Então, se a mente é aquele triângulo invertido, o que é o cérebro? Ou, como Siegel prefere chamar, “o cérebro corporificado”. Em seu nível mais básico, ele diz, o cérebro é um ninho de neurônios na cabeça que conecta nossa anatomia ao nosso funcionamento, com disparos na ordem de dez milionésimos ocorrendo o tempo todo. Como nossas experiências anteriores moldaram nossa própria intensidade de disparo neural, a forma como as processamos é fundamental para o nosso bem-estar. Podemos processar as informações e impressões que nos chegam de duas maneiras: por meio de estratégias de cima para baixo ou de baixo para cima .

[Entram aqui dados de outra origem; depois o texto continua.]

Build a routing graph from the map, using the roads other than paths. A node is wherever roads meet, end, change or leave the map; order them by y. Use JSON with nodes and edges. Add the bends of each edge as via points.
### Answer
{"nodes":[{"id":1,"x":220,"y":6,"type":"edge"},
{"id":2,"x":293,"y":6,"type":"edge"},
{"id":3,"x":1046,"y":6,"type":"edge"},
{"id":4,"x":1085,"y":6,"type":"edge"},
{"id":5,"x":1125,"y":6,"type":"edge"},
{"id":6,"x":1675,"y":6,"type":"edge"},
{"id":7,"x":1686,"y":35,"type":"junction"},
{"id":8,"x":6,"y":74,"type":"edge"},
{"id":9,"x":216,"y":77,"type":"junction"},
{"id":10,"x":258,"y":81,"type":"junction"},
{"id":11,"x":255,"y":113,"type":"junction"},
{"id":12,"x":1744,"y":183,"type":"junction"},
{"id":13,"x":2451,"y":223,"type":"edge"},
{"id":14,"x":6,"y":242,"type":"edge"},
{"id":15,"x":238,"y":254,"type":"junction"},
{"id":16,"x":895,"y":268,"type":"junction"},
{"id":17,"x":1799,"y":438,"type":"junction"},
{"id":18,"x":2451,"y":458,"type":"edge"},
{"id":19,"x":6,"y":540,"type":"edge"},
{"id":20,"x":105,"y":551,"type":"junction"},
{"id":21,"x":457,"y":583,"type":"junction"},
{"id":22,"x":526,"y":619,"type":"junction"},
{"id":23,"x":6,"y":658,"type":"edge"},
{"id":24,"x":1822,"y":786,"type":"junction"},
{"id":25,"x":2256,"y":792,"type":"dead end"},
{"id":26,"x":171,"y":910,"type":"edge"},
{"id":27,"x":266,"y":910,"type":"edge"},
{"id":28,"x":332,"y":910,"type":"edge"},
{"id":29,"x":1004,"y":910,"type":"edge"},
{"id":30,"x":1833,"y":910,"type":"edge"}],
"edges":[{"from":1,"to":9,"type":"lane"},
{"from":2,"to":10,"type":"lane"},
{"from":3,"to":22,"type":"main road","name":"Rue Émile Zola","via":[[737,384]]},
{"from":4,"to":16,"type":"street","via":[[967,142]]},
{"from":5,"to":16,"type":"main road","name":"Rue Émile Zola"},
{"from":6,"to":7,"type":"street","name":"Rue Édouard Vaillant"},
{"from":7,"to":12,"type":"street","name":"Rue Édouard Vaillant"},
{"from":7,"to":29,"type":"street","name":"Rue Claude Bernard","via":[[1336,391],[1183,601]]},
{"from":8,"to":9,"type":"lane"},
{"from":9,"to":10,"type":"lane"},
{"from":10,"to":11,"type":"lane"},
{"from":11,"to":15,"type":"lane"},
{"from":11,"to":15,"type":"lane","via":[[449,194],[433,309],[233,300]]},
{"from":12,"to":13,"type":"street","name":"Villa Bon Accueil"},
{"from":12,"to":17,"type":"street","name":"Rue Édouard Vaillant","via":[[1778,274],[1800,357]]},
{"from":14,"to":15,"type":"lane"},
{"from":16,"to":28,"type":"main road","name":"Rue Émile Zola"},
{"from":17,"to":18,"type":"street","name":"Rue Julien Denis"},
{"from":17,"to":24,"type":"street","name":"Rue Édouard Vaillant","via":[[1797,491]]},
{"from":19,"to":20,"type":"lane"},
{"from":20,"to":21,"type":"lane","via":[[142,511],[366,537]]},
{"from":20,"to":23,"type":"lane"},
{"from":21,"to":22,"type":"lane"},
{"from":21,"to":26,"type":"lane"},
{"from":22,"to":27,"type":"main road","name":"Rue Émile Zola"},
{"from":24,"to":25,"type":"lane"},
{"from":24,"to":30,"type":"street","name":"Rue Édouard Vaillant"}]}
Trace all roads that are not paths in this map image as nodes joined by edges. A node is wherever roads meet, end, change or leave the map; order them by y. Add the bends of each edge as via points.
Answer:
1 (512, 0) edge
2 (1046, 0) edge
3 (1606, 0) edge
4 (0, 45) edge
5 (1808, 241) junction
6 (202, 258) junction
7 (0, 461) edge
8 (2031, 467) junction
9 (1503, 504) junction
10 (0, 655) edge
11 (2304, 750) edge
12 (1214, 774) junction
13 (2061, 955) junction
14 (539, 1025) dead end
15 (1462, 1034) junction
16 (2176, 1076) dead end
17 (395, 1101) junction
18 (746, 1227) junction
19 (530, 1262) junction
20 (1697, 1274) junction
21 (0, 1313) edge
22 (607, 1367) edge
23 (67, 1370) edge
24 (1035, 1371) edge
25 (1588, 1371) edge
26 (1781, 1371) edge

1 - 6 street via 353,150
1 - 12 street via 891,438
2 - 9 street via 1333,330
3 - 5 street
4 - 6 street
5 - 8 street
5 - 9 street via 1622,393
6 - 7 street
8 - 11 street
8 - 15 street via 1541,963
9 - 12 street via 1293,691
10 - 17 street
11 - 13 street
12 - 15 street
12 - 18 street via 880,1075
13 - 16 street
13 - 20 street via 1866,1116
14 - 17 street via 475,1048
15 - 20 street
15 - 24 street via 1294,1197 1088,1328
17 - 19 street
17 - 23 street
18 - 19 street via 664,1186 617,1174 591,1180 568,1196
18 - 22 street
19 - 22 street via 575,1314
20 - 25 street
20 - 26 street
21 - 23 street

A definição da Wikipédia para a abordagem de cima para baixo é que ela “começa com a visão geral. A partir daí, ela se divide em segmentos menores… Cada subsistema é então refinado… até que toda a especificação seja reduzida a elementos básicos”. O processamento de informações de baixo para cima funciona de maneira oposta, “com base em dados recebidos do ambiente para formar uma percepção … Essa estratégia muitas vezes se assemelha a um modelo de ‘semente’, em que os começos são pequenos, mas eventualmente crescem em complexidade e completude”.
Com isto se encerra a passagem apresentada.